La quinta (2024), dirigida por Silvina Schnicer, se adentra en una exploración incómoda de la infancia, el desborde emocional y el esfuerzo del mundo adulto por preservar una idea frágil de normalidad. A través de una puesta en escena contenida y una narrativa que privilegia los gestos mínimos y lo que queda fuera de campo, la película construye un paisaje emocional donde las tensiones laten bajo la superficie sin necesidad de ser explícitas.
Una familia integrada por un padre, una madre y tres hijos llega a una casa de campo para disfrutar las vacaciones de invierno; sin embargo, el descanso proyectado se fractura desde el inicio, cuando al abrir la puerta, un olor insoportable anticipa que algo se ha desordenado. La vivienda fue ocupada, y Rudi (Sebastián Arzeno), el padre, reacciona con rapidez: acusa al casero del barrio, intenta persuadir a los vecinos con su versión de los hechos y busca restablecer la normalidad de manera urgente. No obstante, la película no gira en torno al acto delictivo, sino que desplaza el foco hacia otra dimensión más soterrada: un estudio sobre la negación, el miedo y los mecanismos de exclusión que sostienen ciertos órdenes simbólicos.
Tomás, el casero, apenas visible y relegado a los márgenes del relato, encarna ese “otro” que incomoda, una presencia que desestabiliza las certezas de una comunidad que prefiere no confrontar sus propias fisuras. Lo inquietante no es tanto la ocupación en sí, sino la irrupción de una alteridad que desarma la ilusión de control. En ese contexto, La quinta expone cómo la convivencia se sostiene más en la exclusión que en la integración, y cómo, frente a la incertidumbre, los mecanismos de defensa se activan a través de reacciones previsibles: señalar, acusar, tapar.
Mientras los adultos intentan gestionar la tensión desde el silencio o la negación, los niños deambulan sin rumbo fijo, escapando del control y explorando los límites de lo permitido. La película no idealiza esa infancia errante; por el contrario, la muestra como un espacio de prueba constante, marcado por decisiones impulsivas, errores sin retorno y una falta de contención que habilita la irrupción de lo siniestro con una naturalidad inquietante.
Un hecho traumático —nunca mostrado de forma directa, pero sí presente como eje que reorganiza los vínculos— marca el punto de inflexión. Y es allí donde se revela el verdadero núcleo de la película: no se trata del acontecimiento en sí, sino de cómo se lo procesa, o más precisamente, de cómo se lo entierra simbólicamente. No hay perversión en el ocultamiento, sino miedo, automatismo, necesidad de sostener la fachada. Así, la negación no aparece como excepción, sino como estrategia estructural ante el colapso.

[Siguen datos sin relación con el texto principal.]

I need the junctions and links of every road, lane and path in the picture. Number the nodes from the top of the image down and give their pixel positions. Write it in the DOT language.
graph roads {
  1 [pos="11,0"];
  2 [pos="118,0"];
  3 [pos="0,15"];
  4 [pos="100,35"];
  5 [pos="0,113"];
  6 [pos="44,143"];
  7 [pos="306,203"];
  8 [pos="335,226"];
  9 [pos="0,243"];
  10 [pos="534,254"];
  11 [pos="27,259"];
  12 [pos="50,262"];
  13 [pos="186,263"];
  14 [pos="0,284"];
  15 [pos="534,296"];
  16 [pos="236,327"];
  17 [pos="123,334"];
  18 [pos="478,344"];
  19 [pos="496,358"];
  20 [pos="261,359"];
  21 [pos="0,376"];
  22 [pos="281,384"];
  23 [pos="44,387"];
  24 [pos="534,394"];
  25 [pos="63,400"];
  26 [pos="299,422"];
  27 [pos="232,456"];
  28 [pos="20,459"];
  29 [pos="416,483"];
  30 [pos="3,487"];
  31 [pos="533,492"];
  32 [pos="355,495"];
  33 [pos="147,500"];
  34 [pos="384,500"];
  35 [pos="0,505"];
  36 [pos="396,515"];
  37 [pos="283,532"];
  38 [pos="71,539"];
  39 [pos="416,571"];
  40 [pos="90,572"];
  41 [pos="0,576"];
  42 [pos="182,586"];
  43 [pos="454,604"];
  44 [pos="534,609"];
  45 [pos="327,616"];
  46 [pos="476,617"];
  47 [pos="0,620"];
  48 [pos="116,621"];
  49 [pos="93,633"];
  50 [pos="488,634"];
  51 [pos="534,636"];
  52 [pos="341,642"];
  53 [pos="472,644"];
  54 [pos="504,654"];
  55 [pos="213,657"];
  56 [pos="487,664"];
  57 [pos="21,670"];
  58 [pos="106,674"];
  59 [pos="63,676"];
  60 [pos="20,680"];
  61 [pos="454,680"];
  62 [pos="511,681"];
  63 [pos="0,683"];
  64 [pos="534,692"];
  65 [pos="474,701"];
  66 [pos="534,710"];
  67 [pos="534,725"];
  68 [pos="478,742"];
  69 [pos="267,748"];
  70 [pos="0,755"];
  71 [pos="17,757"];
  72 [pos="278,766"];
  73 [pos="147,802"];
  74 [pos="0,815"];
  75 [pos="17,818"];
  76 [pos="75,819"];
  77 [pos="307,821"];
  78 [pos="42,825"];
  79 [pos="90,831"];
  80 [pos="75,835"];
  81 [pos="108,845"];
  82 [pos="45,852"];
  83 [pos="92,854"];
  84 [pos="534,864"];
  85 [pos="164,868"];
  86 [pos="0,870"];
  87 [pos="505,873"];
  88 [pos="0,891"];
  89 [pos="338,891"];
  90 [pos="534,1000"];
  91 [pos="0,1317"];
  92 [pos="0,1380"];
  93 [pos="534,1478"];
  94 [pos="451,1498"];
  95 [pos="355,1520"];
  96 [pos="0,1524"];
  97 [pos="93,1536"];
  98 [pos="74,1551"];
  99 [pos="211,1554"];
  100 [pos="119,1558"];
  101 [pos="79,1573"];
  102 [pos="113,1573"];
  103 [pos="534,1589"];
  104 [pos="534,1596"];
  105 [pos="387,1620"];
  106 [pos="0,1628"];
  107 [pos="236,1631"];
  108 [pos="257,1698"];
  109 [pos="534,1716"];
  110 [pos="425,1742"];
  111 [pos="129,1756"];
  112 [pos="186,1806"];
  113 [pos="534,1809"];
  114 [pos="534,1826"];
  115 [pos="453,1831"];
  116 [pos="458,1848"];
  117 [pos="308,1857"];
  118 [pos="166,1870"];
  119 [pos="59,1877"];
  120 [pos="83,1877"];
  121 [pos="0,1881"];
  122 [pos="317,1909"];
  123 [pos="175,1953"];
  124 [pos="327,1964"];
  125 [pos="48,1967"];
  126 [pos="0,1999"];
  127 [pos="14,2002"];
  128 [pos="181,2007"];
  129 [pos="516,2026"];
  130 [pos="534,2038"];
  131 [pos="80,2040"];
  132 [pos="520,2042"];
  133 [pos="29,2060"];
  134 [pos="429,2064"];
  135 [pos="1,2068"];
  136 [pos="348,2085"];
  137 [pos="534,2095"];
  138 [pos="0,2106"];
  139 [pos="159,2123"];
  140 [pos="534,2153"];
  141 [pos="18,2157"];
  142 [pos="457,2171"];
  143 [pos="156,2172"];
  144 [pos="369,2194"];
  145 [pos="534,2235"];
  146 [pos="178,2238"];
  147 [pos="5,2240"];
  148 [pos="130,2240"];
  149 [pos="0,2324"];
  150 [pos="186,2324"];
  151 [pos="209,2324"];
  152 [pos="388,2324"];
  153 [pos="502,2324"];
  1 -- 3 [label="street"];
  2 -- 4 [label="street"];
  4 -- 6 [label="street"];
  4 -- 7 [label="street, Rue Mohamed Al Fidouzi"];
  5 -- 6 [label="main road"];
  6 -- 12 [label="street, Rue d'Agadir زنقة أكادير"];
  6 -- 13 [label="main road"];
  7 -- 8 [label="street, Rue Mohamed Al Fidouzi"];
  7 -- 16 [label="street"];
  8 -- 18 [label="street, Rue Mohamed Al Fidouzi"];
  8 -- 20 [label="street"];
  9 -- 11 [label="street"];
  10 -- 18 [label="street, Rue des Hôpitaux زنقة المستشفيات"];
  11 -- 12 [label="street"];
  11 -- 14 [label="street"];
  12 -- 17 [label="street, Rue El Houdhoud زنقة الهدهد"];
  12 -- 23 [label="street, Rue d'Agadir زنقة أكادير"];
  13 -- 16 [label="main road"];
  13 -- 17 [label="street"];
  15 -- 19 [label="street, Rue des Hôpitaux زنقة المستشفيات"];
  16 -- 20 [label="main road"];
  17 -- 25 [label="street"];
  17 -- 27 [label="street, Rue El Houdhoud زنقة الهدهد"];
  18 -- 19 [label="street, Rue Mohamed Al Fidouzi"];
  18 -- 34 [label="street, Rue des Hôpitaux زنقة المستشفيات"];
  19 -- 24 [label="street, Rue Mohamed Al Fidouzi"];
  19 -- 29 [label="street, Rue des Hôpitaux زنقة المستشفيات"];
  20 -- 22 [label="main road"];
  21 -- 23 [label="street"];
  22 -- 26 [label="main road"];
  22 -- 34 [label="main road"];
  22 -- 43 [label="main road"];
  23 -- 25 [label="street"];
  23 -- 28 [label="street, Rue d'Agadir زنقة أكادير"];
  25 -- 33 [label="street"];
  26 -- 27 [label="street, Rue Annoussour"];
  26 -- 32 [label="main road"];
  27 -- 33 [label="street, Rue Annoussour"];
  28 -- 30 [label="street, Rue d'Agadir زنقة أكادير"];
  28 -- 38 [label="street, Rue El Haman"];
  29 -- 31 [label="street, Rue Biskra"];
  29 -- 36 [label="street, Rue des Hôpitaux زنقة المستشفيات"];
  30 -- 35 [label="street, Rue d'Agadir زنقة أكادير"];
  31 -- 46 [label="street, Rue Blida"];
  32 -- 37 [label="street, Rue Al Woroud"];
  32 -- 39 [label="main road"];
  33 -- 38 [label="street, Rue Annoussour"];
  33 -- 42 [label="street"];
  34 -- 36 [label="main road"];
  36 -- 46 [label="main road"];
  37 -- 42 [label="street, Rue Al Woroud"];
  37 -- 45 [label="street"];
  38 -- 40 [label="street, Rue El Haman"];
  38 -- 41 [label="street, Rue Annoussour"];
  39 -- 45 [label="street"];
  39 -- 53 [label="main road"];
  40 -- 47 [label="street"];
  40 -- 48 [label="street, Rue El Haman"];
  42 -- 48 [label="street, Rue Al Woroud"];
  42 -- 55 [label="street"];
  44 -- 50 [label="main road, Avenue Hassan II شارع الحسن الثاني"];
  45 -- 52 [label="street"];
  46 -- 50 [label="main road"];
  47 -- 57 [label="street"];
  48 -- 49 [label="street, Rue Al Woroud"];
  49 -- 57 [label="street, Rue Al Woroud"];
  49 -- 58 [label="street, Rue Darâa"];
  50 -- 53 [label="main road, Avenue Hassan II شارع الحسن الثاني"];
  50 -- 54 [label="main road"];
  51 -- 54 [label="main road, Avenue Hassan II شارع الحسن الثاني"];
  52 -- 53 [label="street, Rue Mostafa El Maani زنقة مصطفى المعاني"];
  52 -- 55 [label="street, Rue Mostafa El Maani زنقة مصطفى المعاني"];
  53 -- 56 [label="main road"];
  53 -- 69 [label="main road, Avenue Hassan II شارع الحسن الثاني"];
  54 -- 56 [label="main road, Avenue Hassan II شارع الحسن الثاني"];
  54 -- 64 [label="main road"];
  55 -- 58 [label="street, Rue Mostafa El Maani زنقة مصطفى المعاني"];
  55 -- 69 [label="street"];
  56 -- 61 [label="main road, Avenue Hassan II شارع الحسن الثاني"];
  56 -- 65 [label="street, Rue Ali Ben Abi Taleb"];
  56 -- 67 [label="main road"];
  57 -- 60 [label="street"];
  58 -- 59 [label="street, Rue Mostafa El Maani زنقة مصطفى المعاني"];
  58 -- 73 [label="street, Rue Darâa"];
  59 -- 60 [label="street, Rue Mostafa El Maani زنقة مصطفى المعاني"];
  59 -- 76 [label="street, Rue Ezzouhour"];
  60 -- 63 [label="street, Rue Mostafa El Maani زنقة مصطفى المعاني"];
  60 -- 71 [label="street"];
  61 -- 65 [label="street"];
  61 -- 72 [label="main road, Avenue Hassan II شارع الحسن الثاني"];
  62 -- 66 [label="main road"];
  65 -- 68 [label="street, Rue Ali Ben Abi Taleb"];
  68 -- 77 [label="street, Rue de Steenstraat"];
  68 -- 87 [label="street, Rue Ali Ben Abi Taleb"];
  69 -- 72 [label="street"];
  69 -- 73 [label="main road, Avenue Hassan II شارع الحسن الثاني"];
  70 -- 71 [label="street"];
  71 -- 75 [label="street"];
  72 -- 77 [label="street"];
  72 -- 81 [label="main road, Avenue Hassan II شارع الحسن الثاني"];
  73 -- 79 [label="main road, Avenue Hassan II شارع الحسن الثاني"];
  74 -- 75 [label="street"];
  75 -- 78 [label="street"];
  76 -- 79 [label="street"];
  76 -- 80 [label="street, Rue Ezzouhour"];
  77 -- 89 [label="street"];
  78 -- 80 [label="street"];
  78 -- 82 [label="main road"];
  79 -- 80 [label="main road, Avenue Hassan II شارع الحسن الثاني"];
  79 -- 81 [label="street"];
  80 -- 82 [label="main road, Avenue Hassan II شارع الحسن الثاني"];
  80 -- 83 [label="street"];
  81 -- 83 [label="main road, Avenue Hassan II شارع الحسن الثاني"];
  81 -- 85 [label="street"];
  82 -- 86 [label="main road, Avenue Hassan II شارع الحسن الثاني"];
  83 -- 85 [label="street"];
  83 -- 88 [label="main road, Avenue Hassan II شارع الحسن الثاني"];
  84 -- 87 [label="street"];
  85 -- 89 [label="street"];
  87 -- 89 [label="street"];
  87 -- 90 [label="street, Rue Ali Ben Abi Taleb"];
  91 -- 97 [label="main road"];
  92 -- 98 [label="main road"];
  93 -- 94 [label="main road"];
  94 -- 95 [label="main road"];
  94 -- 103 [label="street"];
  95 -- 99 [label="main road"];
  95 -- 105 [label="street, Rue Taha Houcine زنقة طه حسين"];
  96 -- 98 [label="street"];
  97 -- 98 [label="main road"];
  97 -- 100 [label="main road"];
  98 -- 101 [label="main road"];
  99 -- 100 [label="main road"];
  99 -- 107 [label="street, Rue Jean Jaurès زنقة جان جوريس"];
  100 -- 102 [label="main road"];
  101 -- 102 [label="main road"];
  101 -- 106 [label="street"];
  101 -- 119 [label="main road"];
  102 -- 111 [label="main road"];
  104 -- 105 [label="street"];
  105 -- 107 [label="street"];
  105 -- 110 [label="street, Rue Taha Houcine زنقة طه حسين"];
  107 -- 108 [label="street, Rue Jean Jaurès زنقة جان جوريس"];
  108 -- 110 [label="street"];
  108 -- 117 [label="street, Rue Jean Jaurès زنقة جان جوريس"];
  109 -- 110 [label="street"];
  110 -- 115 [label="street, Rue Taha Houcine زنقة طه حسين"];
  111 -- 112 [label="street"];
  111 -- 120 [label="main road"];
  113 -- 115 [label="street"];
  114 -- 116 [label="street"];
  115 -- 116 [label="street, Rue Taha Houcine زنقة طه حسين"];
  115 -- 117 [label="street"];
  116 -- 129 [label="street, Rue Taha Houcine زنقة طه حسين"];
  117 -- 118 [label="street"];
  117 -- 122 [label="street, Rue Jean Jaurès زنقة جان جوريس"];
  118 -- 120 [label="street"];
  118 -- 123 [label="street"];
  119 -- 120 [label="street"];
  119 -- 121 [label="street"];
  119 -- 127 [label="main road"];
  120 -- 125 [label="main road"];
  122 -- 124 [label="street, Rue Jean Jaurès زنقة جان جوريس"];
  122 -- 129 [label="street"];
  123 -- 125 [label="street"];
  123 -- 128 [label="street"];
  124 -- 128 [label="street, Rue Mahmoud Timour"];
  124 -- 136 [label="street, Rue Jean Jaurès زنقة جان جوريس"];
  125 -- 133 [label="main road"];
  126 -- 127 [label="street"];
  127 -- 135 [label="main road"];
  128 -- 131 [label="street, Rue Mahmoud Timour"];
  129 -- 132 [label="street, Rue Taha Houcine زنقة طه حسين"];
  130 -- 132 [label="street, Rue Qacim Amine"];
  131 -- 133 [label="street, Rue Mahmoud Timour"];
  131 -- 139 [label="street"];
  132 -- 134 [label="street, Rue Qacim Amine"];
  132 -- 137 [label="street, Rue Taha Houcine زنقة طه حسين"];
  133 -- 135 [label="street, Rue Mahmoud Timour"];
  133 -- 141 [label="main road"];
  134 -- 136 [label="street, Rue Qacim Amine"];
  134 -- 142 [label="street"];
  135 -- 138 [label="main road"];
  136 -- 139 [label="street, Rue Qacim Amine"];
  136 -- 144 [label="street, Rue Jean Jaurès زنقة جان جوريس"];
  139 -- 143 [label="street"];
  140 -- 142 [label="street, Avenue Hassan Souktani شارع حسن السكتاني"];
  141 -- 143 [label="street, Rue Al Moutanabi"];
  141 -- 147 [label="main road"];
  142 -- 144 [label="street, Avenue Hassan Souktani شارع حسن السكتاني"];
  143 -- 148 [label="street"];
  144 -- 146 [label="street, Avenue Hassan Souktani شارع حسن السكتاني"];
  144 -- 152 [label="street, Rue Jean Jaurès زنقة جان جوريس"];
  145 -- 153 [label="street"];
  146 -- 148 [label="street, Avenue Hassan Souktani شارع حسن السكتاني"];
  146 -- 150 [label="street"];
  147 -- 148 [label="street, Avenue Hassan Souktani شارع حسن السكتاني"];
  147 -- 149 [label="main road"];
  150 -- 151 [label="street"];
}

La puesta visual acompaña esta lógica mediante planos fijos que encapsulan a los personajes, ángulos bajos que registran la perspectiva infantil y detalles aparentemente menores que, sin énfasis, sugieren lo que no se dice. Esa economía de recursos no obedece a una decisión meramente estética, sino a una ética de representación que evita convertir el horror en espectáculo.
La quinta no subraya ni explicita; al contrario, deja espacios vacíos que el espectador debe completar, configurando una narrativa que rehúye el exceso para instalar un malestar que persiste.